The model score is a predicted probability score of a given event using a logistic regression model. By comparing the score of train and test scores, we can presume that our dataset is somewhat overfitted. Overfitting and Underfitting will be a different topic to be discussed soon.

y_train_predict = model.predict(x_train)
y_val_predict = model.predict(x_val)

To see the actual prediction made by the model, we will be using model.predict(). For comparison purposes, we will be using the panda concatenate.

Compare_train = pd.concat([pd.Series(y_train, name='true'), pd.Series(y_train_predict, name='predict')], axis=1)
print(Compare_train)

Compare_val = pd.concat([pd.Series(y_val, name='true'), pd.Series(y_val_predict, name='predict')], axis=1)
print(Compare_val)

Proving the model score, there are predictions that are not correct. This article does not also cover the error management and it may be discussed in the future articles.

More than 95% prediction percentage and accuracy are usually acceptable.

To actually use its predictive function, you will also use the model.predict() but with the parameters not included in the dataset.

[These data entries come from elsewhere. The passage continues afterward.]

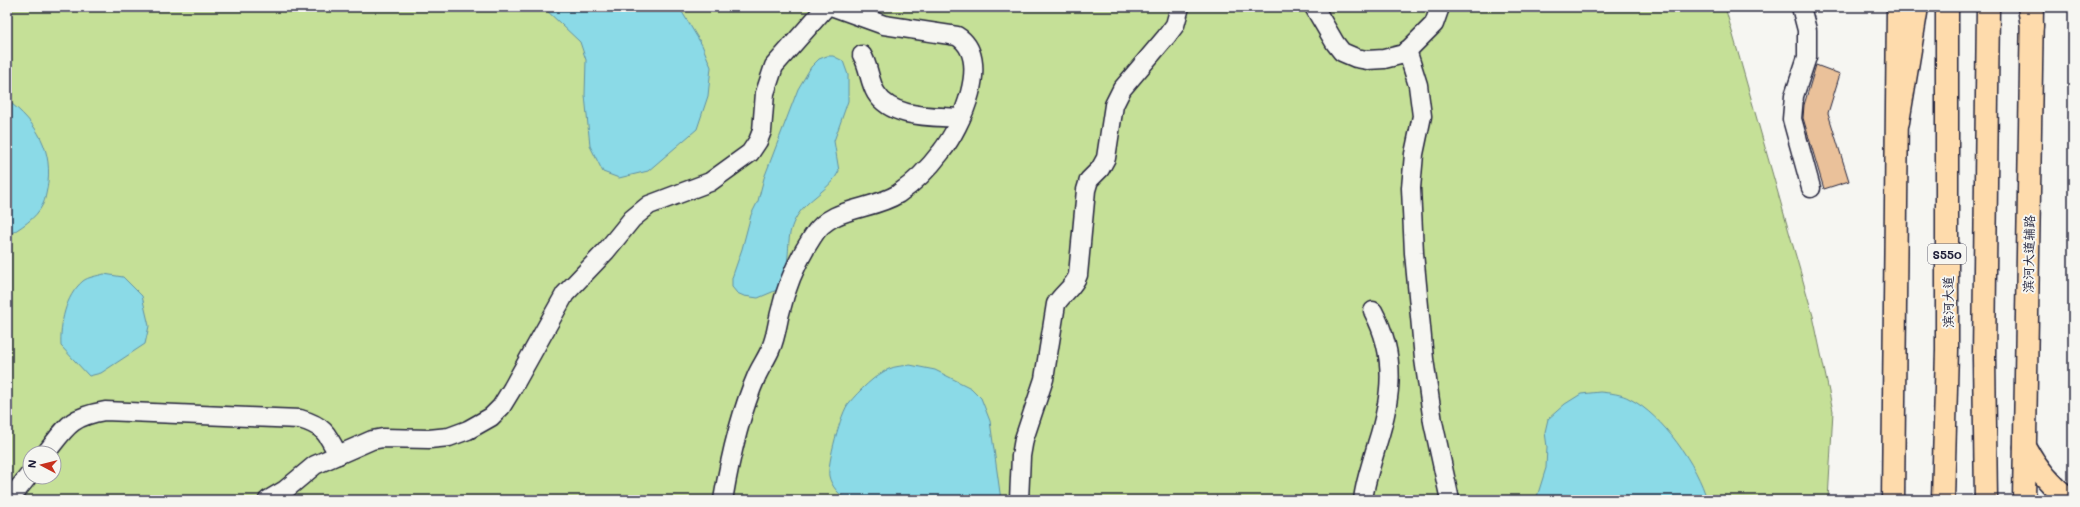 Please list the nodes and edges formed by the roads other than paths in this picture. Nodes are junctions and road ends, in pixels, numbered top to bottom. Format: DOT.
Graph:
graph roads {
  1 [pos="826,7"];
  2 [pos="834,7"];
  3 [pos="1180,7"];
  4 [pos="1314,7"];
  5 [pos="1440,7"];
  6 [pos="1801,7"];
  7 [pos="1898,7"];
  8 [pos="1917,7"];
  9 [pos="1947,7"];
  10 [pos="1988,7"];
  11 [pos="2031,13"];
  12 [pos="1407,50"];
  13 [pos="862,55"];
  14 [pos="960,118"];
  15 [pos="1898,122"];
  16 [pos="1811,188"];
  17 [pos="1373,311"];
  18 [pos="52,445"];
  19 [pos="2025,447"];
  20 [pos="338,455"];
  21 [pos="22,484"];
  22 [pos="9,500"];
  23 [pos="268,500"];
  24 [pos="723,500"];
  25 [pos="1020,500"];
  26 [pos="1363,500"];
  27 [pos="1450,500"];
  28 [pos="1893,500"];
  29 [pos="1943,500"];
  30 [pos="1986,500"];
  31 [pos="2024,500"];
  32 [pos="2070,500"];
  1 -- 20 [label="street"];
  2 -- 14 [label="street"];
  3 -- 25 [label="street"];
  4 -- 12 [label="street"];
  5 -- 12 [label="street"];
  6 -- 16 [label="street"];
  7 -- 15 [label="main road"];
  8 -- 15 [label="main road"];
  9 -- 29 [label="main road, 滨河大道 / S550"];
  10 -- 30 [label="main road"];
  11 -- 19 [label="main road, 滨河大道辅路"];
  12 -- 27 [label="street"];
  13 -- 14 [label="street"];
  14 -- 24 [label="street"];
  15 -- 28 [label="main road"];
  17 -- 26 [label="street"];
  18 -- 20 [label="street"];
  19 -- 31 [label="main road, 滨河大道辅路"];
  19 -- 32 [label="main road"];
  20 -- 23 [label="street"];
  21 -- 22 [label="street"];
}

Meaning, it is an attribute or feature that is new.

model.predict([[6.4,2.8,5.6,2.1]])

The dataset has multiple features, X1 is Sepal Length, X2 is Sepal Width, X3 is Petal Length, and X4 is Petal Width. In the example shown above, X1 = 6.4, X2 = 2.8, X3 = 5.6, X4 = 2.1

The result is Iris-virginica.

---

Author’s Note

While this article still lacks a lot of major information about data science, this will provides initial insights and ideas for those who are interested. Data Science is applicable to (if not all) majority of the professional and business fields.

Knowing your data, pre-processing your data, pre-modeling, modeling, prediction, and optimization, these are just general procedures to follow in data science. Mastery in each field is essential to becoming a full pledge data scientist.

Join your local communities of data scientist! Enroll to a prestigious institute or universities that offers Data Science Program! Learn online through e-trainings and webinars!

Data is valuable. Let us learn to harness it!